Les Sisyphe réunissait deux personnages solitaires qui avaient chacun choisi un moyen pour donner corps à un mouvement sans fin, dans un enchaînement d’activités de pure dépense, sans indemnité. Ils étaient motivés par le seul désir d’éprouver la réalité de leur présence éphémère et charnelle.

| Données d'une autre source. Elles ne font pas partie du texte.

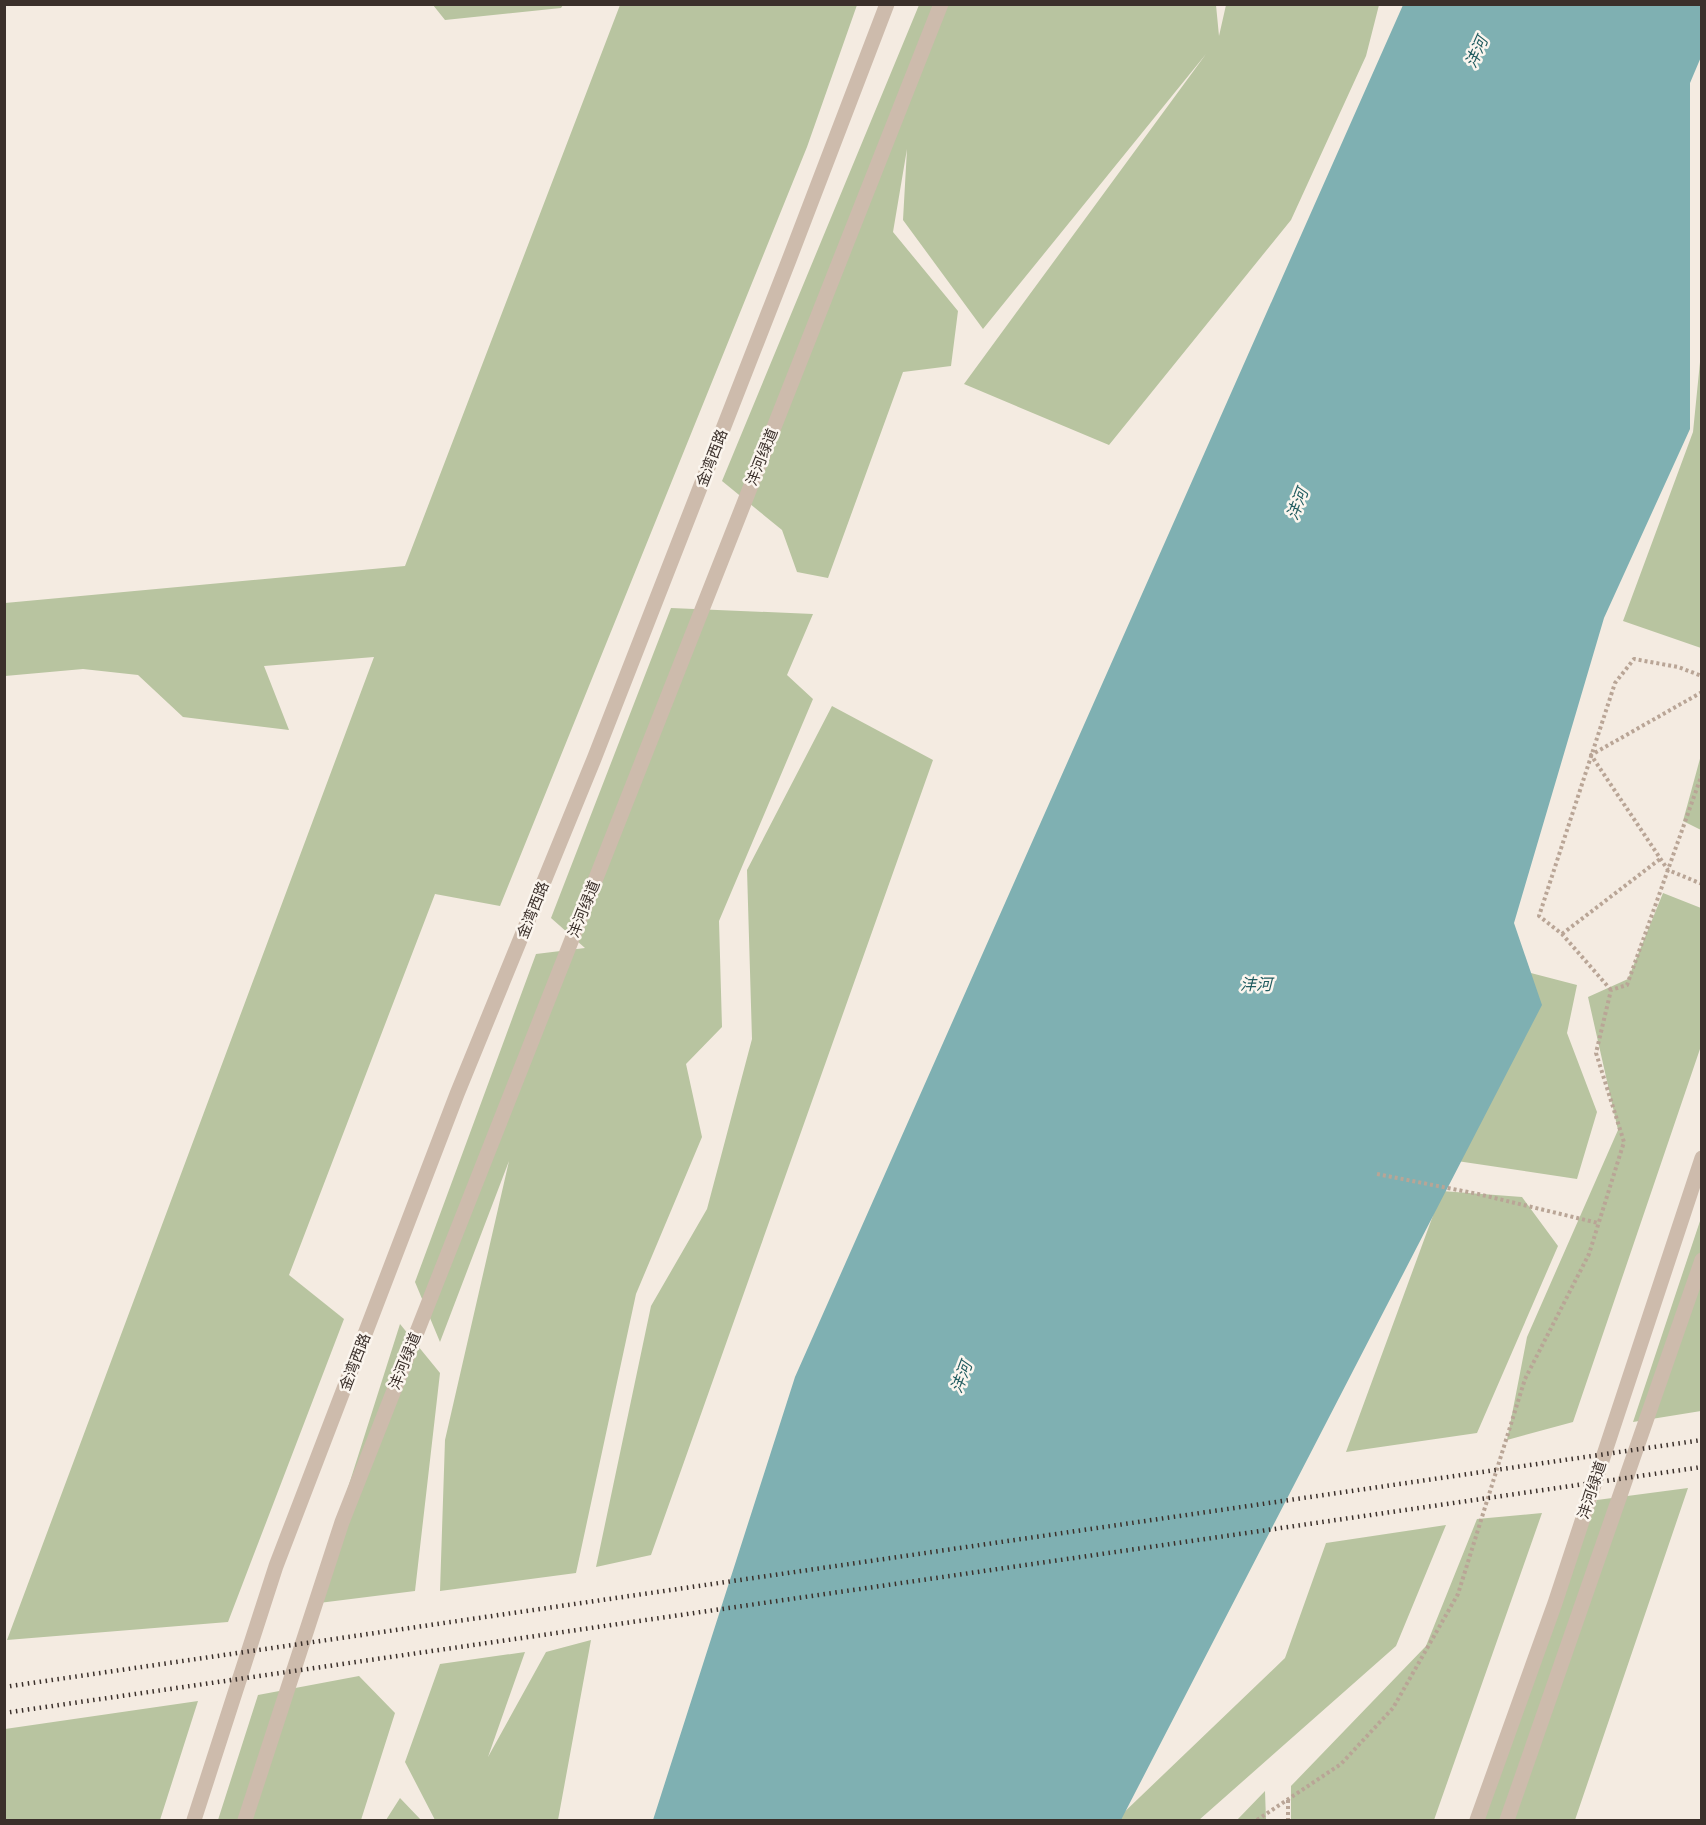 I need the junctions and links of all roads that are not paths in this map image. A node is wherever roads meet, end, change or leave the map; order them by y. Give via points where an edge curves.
1 (886, 4) edge
2 (941, 4) edge
3 (1701, 1158) edge
4 (1701, 1260) edge
5 (194, 1821) edge
6 (245, 1821) edge
7 (1477, 1821) edge
8 (1507, 1821) edge

1 - 5 street, 金湾西路 via 594,759 457,1094 285,1544
2 - 6 street, 沣河绿道 via 342,1522
3 - 7 street, 沣河绿道 via 1555,1603
4 - 8 street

Dans cette nouvelle version, je me suis appropriée les deux rôles : le masculin et le féminin.
L’expérience des métamorphoses provoquées par l’épuisement est une épreuve solitaire qui permet de vérifier ses propres limites. Toutes ces activités qui ne produisent que de la perte représentent et transpirent tout ce qu’il y a de plus humain en chacun de nous.
Courir à sa perte.

Julie Nioche

Partenaires

Production
Association fin novembre

Production déléguée
A.I.M.E. – Association d’Individus en Mouvements Engagés

Coproduction
Création en résidence Le Quartz, Scène nationale de Brest
Le Manège, Scène nationale de Reims
Centre Pompidou - Les Spectacles Vivants

Le Projet Sisyphe - par Enora Rivère - août 2007

Histoires de projets
La Sisyphe est dans sa première forme un diptyque, conçu en 2003, constitué de deux soli dansés par un homme et une femme, comme deux propositions d’épreuves de la solitude face à la pure dépense performative régie par l’exécution d’une seule et même tâche.
La Sisyphe donc et non Sisyphe du nom du personnage mythique* , comme un nom commun, une désacralisation, une simple figure de démonstration, un pronom personnel que chacun peut s’approprier où dans lequel chacun peut se projeter.
Puis La Sisyphe se transforme en Les Sisyphe au singulier comme la démultiplication d’une seule et même figure singulière : une performance réalisée par un groupe d’adolescents dont le support est la partition de sauts de Julie Nioche extraite du projet initial, et ce sur l’intégralité d’une version de la musique « The End » des Doors d’une durée de 20 minutes.

Du saut
l’on garde souvent la projection et l’élévation, c’est à dire le moment où l’on quitte le sol, et non sa réception, sa chute, son inéluctable retour au sol, comme pour en préserver l’illusion, le phantasme d’une suspension dans le temps et dans l’espace. Et c’est ce qui en fait probablement sa gravité, son irrévocabilité. On aura beau sauter de toutes ses forces, avec toute sa détermination et sa volonté, on retrouvera toujours le sol, la terre, en somme notre condition humaine. Il y a dans le saut quelque chose de terriblement, mortellement vivant, au point d’y laisser sa peau, sa vie, comme dans la locution faire le (grand) saut. Et c’est cette condition grave, irrévocable du saut, en dépit de l’apparente simplicité de son exécution, que l’on retrouve dans les significations de cette même expression. Faire le saut renvoie tout autant à la pendaison, la destruction brutale, la banqueroute, la perte de sa virginité, etc.
Dès lors que ce mot est employé dans le champ de la danse, l’on est très vite rattrapé par l’imagerie de la danse classique, la légèreté auquel il renvoie, la sensation de suspension dans l’air, une certaine dignité à l’œuvre. L’histoire de la danse, principalement classique, a fabriqué des sauts mythiques et donc des danseurs mythiques et donc des mythes, des allégories, des images.
Pour La Sisyphe ou Les Sisyphe, il n’en est rien. Ici, le saut se pratique sur place, seul ou en groupe et ressemble davantage à l’exacerbation d’un transfert de poids qui finit par décoller le corps du sol plutôt qu’à une figure de danse codifiée. Ici, on saute pour sauter, selon différents registres, jusqu’à l’épuisement pendant 20 minutes et on relève ce défi.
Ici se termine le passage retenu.